Oratoire de Pieusse

L’oratoire de Pieusse. 

 

En contrebas du village, en bordure de la petite route appelée « traverse de Pomas », se trouve un petit monument de forme carrée. Il attire l’attention car sa présence est inattendue, intemporelle.

Cet édifice isolé d’allure gothique est éventé de chaque côté par de larges ouvertures en ogive qui prennent pratiquement toute la largeur. Érigé avec de belles pierres, il est recouvert de lauzes et les solides piliers se terminent en panache.  Il semble avoir été construit pour abriter la croix de pierre placée en son centre. Sur cette croix, les inscriptions FOVO – JHOS – 1662 et une coquille Saint Jacques sont sculptées en relief.

A ma connaissance, aucun texte, aucun document ne fait mention de la raison de sa construction.
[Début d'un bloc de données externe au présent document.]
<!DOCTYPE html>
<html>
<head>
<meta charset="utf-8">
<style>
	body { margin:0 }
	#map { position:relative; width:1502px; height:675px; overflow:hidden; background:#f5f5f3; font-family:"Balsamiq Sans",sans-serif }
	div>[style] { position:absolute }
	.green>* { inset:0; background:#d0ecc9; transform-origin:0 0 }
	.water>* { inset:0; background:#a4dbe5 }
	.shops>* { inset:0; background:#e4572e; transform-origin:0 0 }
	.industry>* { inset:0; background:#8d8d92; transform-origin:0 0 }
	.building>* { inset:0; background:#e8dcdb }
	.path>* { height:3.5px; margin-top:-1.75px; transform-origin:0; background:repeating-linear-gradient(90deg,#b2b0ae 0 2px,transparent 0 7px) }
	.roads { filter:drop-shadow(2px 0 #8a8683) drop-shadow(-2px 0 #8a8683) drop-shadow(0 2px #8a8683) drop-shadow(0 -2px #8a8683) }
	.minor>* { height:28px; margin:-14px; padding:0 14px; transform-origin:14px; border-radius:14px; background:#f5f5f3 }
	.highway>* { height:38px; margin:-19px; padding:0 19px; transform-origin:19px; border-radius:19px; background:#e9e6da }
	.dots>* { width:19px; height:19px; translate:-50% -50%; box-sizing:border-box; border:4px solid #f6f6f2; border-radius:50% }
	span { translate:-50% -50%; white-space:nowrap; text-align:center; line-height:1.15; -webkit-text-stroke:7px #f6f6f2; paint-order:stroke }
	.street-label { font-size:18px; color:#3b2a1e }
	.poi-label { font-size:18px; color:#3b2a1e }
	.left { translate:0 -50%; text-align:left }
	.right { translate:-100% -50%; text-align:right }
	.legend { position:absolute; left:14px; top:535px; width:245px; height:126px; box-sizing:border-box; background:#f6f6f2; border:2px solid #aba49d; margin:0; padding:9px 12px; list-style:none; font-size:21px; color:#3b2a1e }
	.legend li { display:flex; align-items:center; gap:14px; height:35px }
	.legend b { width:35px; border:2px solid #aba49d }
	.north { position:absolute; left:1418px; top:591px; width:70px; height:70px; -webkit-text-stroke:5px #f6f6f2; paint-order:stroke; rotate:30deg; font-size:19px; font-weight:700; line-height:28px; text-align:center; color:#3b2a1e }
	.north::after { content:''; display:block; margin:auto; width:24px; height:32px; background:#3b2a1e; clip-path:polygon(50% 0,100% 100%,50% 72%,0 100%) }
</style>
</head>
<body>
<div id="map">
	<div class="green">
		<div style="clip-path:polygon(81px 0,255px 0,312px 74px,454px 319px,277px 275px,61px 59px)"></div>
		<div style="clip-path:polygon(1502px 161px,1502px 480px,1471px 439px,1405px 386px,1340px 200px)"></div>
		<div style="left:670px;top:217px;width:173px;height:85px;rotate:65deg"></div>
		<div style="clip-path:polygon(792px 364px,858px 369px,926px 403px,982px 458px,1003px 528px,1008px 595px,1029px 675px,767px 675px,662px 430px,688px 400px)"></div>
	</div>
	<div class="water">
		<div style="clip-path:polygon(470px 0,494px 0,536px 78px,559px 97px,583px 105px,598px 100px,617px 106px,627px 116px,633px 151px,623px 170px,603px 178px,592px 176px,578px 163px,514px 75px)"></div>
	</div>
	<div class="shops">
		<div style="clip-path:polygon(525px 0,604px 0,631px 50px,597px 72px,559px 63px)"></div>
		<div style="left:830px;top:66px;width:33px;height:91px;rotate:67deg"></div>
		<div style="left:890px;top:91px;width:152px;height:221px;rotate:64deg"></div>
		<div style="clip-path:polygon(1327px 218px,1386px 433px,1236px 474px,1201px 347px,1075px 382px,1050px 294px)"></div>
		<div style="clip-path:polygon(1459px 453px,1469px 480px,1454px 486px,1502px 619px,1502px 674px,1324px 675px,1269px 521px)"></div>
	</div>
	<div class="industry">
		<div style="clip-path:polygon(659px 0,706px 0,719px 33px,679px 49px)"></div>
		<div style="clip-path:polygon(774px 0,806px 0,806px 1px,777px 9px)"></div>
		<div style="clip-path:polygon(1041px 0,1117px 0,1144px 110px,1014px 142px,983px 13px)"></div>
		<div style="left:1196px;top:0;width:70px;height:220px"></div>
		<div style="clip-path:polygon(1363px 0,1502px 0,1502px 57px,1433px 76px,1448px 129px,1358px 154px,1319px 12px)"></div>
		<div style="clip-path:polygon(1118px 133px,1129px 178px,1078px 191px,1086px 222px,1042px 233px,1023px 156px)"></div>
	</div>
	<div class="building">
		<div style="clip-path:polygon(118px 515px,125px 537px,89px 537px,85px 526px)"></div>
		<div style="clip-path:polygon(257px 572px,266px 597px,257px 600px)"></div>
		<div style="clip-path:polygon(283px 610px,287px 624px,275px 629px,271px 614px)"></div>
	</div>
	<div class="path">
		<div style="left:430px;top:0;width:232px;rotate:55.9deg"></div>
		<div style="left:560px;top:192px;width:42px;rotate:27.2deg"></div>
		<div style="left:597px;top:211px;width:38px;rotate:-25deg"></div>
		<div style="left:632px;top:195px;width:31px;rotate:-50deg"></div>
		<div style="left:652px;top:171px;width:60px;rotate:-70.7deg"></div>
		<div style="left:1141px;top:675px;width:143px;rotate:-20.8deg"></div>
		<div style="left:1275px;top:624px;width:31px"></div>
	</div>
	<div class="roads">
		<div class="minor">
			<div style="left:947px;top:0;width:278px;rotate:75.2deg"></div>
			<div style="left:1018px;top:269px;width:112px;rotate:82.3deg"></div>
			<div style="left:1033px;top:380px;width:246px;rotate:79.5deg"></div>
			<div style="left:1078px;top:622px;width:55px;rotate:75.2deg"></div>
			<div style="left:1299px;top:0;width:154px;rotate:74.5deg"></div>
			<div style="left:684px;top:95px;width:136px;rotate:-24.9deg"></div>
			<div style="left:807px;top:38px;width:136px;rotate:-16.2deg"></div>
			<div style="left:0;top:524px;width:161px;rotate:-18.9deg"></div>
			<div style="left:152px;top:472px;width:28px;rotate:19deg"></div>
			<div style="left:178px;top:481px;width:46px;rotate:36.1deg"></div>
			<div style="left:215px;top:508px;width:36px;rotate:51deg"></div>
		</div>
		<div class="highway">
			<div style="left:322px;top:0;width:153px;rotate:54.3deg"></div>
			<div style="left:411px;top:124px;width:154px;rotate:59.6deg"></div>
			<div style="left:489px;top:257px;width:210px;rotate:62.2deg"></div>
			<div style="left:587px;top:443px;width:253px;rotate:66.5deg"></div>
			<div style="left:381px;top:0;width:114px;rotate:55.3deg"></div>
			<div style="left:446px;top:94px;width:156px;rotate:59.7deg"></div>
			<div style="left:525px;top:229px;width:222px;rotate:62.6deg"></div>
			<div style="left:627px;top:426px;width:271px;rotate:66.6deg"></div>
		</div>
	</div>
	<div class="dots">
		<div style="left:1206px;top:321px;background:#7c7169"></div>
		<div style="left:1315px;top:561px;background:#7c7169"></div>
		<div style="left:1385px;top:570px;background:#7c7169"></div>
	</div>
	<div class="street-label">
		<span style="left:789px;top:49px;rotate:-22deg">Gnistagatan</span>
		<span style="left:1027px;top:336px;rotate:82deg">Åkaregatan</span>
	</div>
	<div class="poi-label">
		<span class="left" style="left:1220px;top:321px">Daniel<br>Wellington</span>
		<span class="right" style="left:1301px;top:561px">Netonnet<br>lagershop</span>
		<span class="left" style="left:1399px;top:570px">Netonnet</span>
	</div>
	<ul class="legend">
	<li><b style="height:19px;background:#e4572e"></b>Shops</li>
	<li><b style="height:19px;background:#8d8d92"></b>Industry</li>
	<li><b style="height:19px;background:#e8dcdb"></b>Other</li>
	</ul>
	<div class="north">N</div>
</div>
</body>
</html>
Il a été étudié par des érudits, il s’agit d’un oratoire.

En 1893, Me de Lahondes rapporte dans le bulletin de la SESA que les paroissiens s’y rendent pendant les Rogations et le dimanche après la fête de l’Invention de la Croix. Il ajoute que l’ancienne croix a disparue et qu’elle a été remplacée par une croix retirée du cimetière. Il rappelle qu’un tel monument a du être construit pour marquer un événement important ou un fait marquant comme celui de Beaucaire dans le Gard.

 En 1926, Il a été classé dans la liste complémentaire des Monuments Historiques.

 Me Sicard de la SESA, en 1928, rappelle qu’une tradition conservée par les anciens rapporte qu’avant cette croix se trouvait une pierre droite surmontée d’une croix.

Son hypothèse est que cette pierre, vénérée par les locaux a été christianisée pour détourner un culte païen ancien. Plus tard, on a peut être bâti l’édicule et organisé des processions.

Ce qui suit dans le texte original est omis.